* [GIVEN DATA]
▬▬▬▬▬▬▬▬▬▬

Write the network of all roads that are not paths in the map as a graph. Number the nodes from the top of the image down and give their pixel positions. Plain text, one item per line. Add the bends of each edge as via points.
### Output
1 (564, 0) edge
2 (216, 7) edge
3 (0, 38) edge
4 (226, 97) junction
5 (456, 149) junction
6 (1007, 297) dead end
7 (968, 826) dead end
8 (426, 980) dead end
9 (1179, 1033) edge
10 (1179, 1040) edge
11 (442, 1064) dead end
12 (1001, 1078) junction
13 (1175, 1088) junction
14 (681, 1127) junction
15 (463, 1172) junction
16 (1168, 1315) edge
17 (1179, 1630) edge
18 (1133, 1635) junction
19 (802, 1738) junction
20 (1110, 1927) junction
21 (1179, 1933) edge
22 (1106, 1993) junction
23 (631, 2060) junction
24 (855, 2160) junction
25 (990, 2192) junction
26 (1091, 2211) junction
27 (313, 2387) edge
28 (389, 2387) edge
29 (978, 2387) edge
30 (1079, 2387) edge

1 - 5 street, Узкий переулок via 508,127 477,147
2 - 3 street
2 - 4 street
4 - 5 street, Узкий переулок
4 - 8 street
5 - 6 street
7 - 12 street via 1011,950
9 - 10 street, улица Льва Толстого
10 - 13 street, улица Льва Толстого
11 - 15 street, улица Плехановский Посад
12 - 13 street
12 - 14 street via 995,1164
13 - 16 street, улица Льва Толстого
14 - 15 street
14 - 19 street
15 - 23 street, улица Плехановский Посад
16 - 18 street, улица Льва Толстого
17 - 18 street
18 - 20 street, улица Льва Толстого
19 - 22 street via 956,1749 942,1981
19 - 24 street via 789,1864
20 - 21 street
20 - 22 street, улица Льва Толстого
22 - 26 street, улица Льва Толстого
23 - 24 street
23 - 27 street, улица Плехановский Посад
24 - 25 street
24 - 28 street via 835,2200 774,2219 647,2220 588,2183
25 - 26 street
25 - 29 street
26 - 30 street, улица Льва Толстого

▬▬▬▬▬▬▬▬▬▬

* [THE PROBLEM] Could you count the lines of the listing above that hold the word "dead" and give only the total?

* [RESPONSE AREA] 4